DATA: Begin

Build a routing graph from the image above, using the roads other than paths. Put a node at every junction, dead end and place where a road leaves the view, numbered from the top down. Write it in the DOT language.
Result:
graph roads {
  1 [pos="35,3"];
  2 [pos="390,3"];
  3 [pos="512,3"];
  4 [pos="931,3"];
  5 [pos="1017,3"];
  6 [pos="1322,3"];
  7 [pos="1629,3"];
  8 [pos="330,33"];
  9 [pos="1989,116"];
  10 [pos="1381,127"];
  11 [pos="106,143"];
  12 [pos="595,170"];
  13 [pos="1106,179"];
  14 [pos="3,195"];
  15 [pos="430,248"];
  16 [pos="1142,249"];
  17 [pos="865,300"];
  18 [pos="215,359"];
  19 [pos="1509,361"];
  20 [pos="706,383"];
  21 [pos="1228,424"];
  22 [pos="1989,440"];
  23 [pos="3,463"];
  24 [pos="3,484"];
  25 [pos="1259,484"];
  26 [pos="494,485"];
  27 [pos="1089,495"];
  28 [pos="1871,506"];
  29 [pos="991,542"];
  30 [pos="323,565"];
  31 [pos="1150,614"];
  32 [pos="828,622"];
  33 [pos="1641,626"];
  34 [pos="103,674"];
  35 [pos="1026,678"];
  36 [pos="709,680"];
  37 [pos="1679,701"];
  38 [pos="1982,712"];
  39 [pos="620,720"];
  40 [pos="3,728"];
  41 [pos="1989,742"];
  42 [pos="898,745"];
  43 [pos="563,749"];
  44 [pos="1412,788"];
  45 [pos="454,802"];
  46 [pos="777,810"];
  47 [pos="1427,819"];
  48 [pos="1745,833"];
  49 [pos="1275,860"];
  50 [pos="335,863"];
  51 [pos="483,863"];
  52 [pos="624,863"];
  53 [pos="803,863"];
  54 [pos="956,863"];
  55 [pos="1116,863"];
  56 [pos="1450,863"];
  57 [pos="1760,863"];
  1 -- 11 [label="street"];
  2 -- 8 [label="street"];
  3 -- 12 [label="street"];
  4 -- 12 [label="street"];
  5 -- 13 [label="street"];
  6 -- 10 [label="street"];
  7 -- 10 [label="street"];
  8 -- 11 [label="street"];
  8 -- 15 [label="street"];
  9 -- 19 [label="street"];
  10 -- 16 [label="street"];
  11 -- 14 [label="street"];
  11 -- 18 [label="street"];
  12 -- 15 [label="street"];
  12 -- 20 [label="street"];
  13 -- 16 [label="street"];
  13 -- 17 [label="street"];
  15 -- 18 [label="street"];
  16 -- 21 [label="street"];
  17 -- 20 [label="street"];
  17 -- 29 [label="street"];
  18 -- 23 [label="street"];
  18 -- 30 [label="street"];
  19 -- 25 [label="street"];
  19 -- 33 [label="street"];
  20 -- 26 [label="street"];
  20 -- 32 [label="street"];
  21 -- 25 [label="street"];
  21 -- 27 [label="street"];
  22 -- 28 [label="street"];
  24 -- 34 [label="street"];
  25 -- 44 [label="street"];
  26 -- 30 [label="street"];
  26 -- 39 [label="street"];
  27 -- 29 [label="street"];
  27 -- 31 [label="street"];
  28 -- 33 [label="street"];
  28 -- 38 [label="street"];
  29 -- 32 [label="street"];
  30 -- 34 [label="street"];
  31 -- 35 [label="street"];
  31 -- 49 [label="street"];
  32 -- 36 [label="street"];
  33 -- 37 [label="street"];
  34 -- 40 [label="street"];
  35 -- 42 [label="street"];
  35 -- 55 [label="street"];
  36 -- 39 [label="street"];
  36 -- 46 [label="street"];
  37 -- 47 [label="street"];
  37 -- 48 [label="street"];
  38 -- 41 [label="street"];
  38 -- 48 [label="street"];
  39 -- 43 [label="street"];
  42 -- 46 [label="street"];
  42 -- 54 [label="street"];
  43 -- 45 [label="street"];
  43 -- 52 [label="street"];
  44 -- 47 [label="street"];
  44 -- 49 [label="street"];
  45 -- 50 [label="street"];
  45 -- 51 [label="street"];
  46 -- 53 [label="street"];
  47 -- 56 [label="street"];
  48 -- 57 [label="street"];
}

DATA: End

* [TASK TO CARRY OUT]:
The data should be copied out in full, exactly as it reads.

* [FINISHED EXERCISE]:
Build a routing graph from the image above, using the roads other than paths. Put a node at every junction, dead end and place where a road leaves the view, numbered from the top down. Write it in the DOT language.
Result:
graph roads {
  1 [pos="35,3"];
  2 [pos="390,3"];
  3 [pos="512,3"];
  4 [pos="931,3"];
  5 [pos="1017,3"];
  6 [pos="1322,3"];
  7 [pos="1629,3"];
  8 [pos="330,33"];
  9 [pos="1989,116"];
  10 [pos="1381,127"];
  11 [pos="106,143"];
  12 [pos="595,170"];
  13 [pos="1106,179"];
  14 [pos="3,195"];
  15 [pos="430,248"];
  16 [pos="1142,249"];
  17 [pos="865,300"];
  18 [pos="215,359"];
  19 [pos="1509,361"];
  20 [pos="706,383"];
  21 [pos="1228,424"];
  22 [pos="1989,440"];
  23 [pos="3,463"];
  24 [pos="3,484"];
  25 [pos="1259,484"];
  26 [pos="494,485"];
  27 [pos="1089,495"];
  28 [pos="1871,506"];
  29 [pos="991,542"];
  30 [pos="323,565"];
  31 [pos="1150,614"];
  32 [pos="828,622"];
  33 [pos="1641,626"];
  34 [pos="103,674"];
  35 [pos="1026,678"];
  36 [pos="709,680"];
  37 [pos="1679,701"];
  38 [pos="1982,712"];
  39 [pos="620,720"];
  40 [pos="3,728"];
  41 [pos="1989,742"];
  42 [pos="898,745"];
  43 [pos="563,749"];
  44 [pos="1412,788"];
  45 [pos="454,802"];
  46 [pos="777,810"];
  47 [pos="1427,819"];
  48 [pos="1745,833"];
  49 [pos="1275,860"];
  50 [pos="335,863"];
  51 [pos="483,863"];
  52 [pos="624,863"];
  53 [pos="803,863"];
  54 [pos="956,863"];
  55 [pos="1116,863"];
  56 [pos="1450,863"];
  57 [pos="1760,863"];
  1 -- 11 [label="street"];
  2 -- 8 [label="street"];
  3 -- 12 [label="street"];
  4 -- 12 [label="street"];
  5 -- 13 [label="street"];
  6 -- 10 [label="street"];
  7 -- 10 [label="street"];
  8 -- 11 [label="street"];
  8 -- 15 [label="street"];
  9 -- 19 [label="street"];
  10 -- 16 [label="street"];
  11 -- 14 [label="street"];
  11 -- 18 [label="street"];
  12 -- 15 [label="street"];
  12 -- 20 [label="street"];
  13 -- 16 [label="street"];
  13 -- 17 [label="street"];
  15 -- 18 [label="street"];
  16 -- 21 [label="street"];
  17 -- 20 [label="street"];
  17 -- 29 [label="street"];
  18 -- 23 [label="street"];
  18 -- 30 [label="street"];
  19 -- 25 [label="street"];
  19 -- 33 [label="street"];
  20 -- 26 [label="street"];
  20 -- 32 [label="street"];
  21 -- 25 [label="street"];
  21 -- 27 [label="street"];
  22 -- 28 [label="street"];
  24 -- 34 [label="street"];
  25 -- 44 [label="street"];
  26 -- 30 [label="street"];
  26 -- 39 [label="street"];
  27 -- 29 [label="street"];
  27 -- 31 [label="street"];
  28 -- 33 [label="street"];
  28 -- 38 [label="street"];
  29 -- 32 [label="street"];
  30 -- 34 [label="street"];
  31 -- 35 [label="street"];
  31 -- 49 [label="street"];
  32 -- 36 [label="street"];
  33 -- 37 [label="street"];
  34 -- 40 [label="street"];
  35 -- 42 [label="street"];
  35 -- 55 [label="street"];
  36 -- 39 [label="street"];
  36 -- 46 [label="street"];
  37 -- 47 [label="street"];
  37 -- 48 [label="street"];
  38 -- 41 [label="street"];
  38 -- 48 [label="street"];
  39 -- 43 [label="street"];
  42 -- 46 [label="street"];
  42 -- 54 [label="street"];
  43 -- 45 [label="street"];
  43 -- 52 [label="street"];
  44 -- 47 [label="street"];
  44 -- 49 [label="street"];
  45 -- 50 [label="street"];
  45 -- 51 [label="street"];
  46 -- 53 [label="street"];
  47 -- 56 [label="street"];
  48 -- 57 [label="street"];
}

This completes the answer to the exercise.